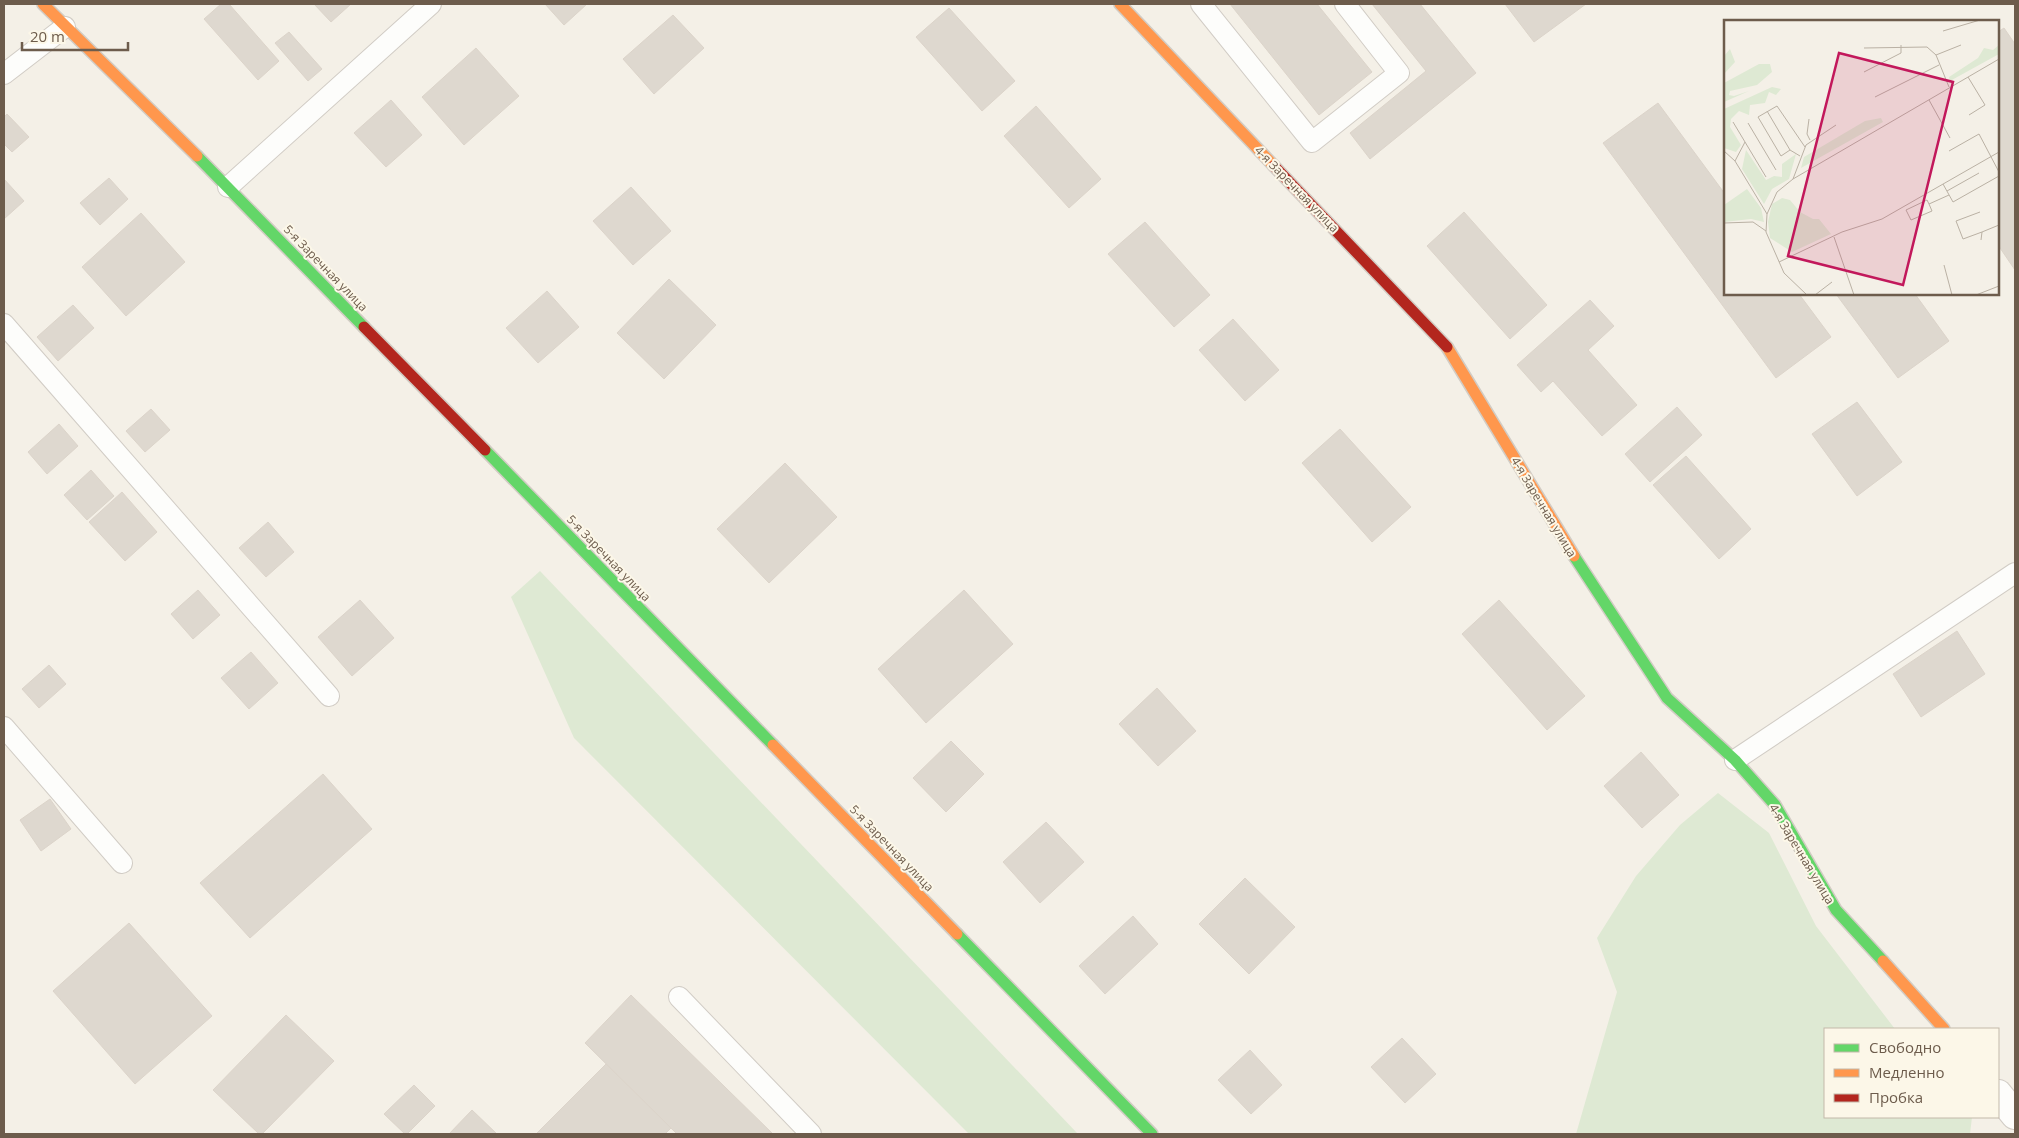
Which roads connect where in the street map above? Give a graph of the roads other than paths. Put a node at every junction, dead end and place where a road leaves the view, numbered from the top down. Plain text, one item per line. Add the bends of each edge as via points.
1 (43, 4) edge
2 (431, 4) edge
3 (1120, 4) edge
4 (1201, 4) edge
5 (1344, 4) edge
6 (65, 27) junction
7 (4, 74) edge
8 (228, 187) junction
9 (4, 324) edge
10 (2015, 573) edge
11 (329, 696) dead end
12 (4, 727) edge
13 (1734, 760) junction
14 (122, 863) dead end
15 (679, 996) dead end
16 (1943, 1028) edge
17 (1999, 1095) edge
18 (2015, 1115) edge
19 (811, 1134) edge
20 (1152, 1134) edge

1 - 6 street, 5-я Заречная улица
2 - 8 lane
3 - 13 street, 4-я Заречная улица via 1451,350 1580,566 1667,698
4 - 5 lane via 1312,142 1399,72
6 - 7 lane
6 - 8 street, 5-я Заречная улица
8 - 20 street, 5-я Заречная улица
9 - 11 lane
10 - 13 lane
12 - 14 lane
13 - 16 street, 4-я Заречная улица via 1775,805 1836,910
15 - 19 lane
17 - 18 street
• • • •
● REQUIRED WORK
Except for the pictures, please retype the listing above exactly.

● RESPONSE AREA
Which roads connect where in the street map above? Give a graph of the roads other than paths. Put a node at every junction, dead end and place where a road leaves the view, numbered from the top down. Plain text, one item per line. Add the bends of each edge as via points.
1 (43, 4) edge
2 (431, 4) edge
3 (1120, 4) edge
4 (1201, 4) edge
5 (1344, 4) edge
6 (65, 27) junction
7 (4, 74) edge
8 (228, 187) junction
9 (4, 324) edge
10 (2015, 573) edge
11 (329, 696) dead end
12 (4, 727) edge
13 (1734, 760) junction
14 (122, 863) dead end
15 (679, 996) dead end
16 (1943, 1028) edge
17 (1999, 1095) edge
18 (2015, 1115) edge
19 (811, 1134) edge
20 (1152, 1134) edge

1 - 6 street, 5-я Заречная улица
2 - 8 lane
3 - 13 street, 4-я Заречная улица via 1451,350 1580,566 1667,698
4 - 5 lane via 1312,142 1399,72
6 - 7 lane
6 - 8 street, 5-я Заречная улица
8 - 20 street, 5-я Заречная улица
9 - 11 lane
10 - 13 lane
12 - 14 lane
13 - 16 street, 4-я Заречная улица via 1775,805 1836,910
15 - 19 lane
17 - 18 street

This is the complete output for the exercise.